Autora: Dra. Mara Pessoni – Advogada especialista em Imigração

A vida de tripulantes de navios e aeronaves envolve regras imigratórias estritas. Uma das situações mais complexas ocorre quando um portador do visto C1/D (Trânsito e Tripulante) ultrapassa o tempo de permanência autorizado nos Estados Unidos, acumulando presença ilegal e, consequentemente, atraindo um banimento (inadmissibilidade) ao sair do país.
A dúvida que frequentemente surge é: Se o meu objetivo for apenas transitar pelos EUA para embarcar em um navio de cruzeiro, o consulado americano pode conceder um novo visto C1/D, mesmo com o banimento de 10 anos em vigor?
A resposta curta é sim, é possível, mas o processo não é automático e exige a superação de uma barreira legal significativa por meio de um pedido de perdão (waiver).
Entendendo a Presença Ilegal e o Banimento de 10 Anos
O visto C1/D é concedido especificamente para permitir que tripulantes transitem pelos EUA para ingressar em suas embarcações ou voos. Quando um indivíduo decide permanecer nos EUA além do prazo concedido pelo oficial de imigração (CBP) na entrada, ele começa a acumular “presença ilegal” (unlawful presence).
Pela Lei de Imigração e Nacionalidade dos EUA (INA), especificamente na seção INA § 212(a)(9)(B)(i)(II), o estrangeiro que acumula um ano (365 dias) ou mais de presença ilegal e posteriormente deixa os EUA está sujeito a um banimento de 10 anos. Durante esse período, ele é considerado inadmissível e não pode receber nenhum tipo de visto americano, seja de imigrante ou não-imigrante, a menos que obtenha um perdão.
O Caminho para o Novo Visto: O Perdão INA 212(d)(3)
O fato de o novo visto ser “apenas para trânsito” não anula automaticamente o banimento. Para o governo americano, a violação imigratória anterior demonstra uma quebra de confiança. No entanto, a lei americana prevê uma válvula de escape para solicitantes de vistos de não-imigrante: o Perdão INA § 212(d)(3).
Este waiver permite que a inadmissibilidade seja temporariamente perdoada para fins de emissão de um visto temporário, como o C1/D. A decisão de recomendar e aprovar este perdão é discricionária e baseia-se nos critérios estabelecidos pelo precedente legal Matter of Hranka.
Ao analisar o pedido de perdão, o oficial consular e o Admissibility Review Office (ARO) avaliarão três fatores principais:
- Risco à Sociedade: O risco de danos à sociedade americana se o requerente for admitido (neste caso, o risco costuma ser baixo, pois a infração anterior foi puramente imigratória e não criminal).
- Gravidade da Violação Anterior: A seriedade da infração imigratória ou criminal cometida.

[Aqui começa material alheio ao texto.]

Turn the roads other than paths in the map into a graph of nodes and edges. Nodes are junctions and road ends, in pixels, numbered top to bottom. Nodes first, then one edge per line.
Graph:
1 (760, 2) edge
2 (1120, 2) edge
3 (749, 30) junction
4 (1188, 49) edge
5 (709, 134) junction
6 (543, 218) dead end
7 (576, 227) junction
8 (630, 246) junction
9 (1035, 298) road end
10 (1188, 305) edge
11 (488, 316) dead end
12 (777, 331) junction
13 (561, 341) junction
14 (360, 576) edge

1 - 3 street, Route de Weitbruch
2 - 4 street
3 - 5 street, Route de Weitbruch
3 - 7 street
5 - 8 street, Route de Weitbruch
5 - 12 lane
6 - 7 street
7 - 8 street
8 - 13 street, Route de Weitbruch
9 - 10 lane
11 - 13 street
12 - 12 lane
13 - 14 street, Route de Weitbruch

Ultrapassar o prazo do visto é uma violação séria, mas o tempo exato de permanência ilegal e as circunstâncias dessa permanência serão pesados.
- Razão para a Viagem: A importância e a natureza do motivo pelo qual o estrangeiro deseja viajar aos EUA. Trabalhar legitimamente como tripulante em um cruzeiro (uma atividade econômica reconhecida) é considerado um motivo válido e favorável.
Como Funciona a Solicitação?
O processo exige estratégia e preparação documental robusta. O solicitante deve preencher o formulário DS-160 para o visto C1/D e comparecer à entrevista consular.
Durante a entrevista, o oficial inevitavelmente negará o visto com base no banimento de 10 anos (sob a seção 212(a)(9)(B)). É neste momento que a solicitação do perdão 212(d)(3) deve ser apresentada, acompanhada de um memorando jurídico bem fundamentado, evidenciando o contrato de trabalho com a companhia de cruzeiros, os laços estabelecidos no país de origem e os argumentos baseados no Matter of Hranka.
Se o oficial consular for convencido, ele recomendará o perdão ao ARO, que dará a decisão final.
Considerações Finais
Solicitar um visto C1/D enquanto se cumpre um banimento de 10 anos não é uma simples renovação. É um processo de litígio administrativo (Pedido de Waiver) que exige provar ao governo dos EUA que o indivíduo merece uma segunda chance e que a oportunidade de trabalho como tripulante justifica a concessão de um perdão não-imigrante. O sucesso depende da solidez das provas apresentadas e da correta aplicação da lei imigratória americana, além de uma petição jurídica considerável, portanto, escolha bem o advogado que irá conduzir sua solicitação.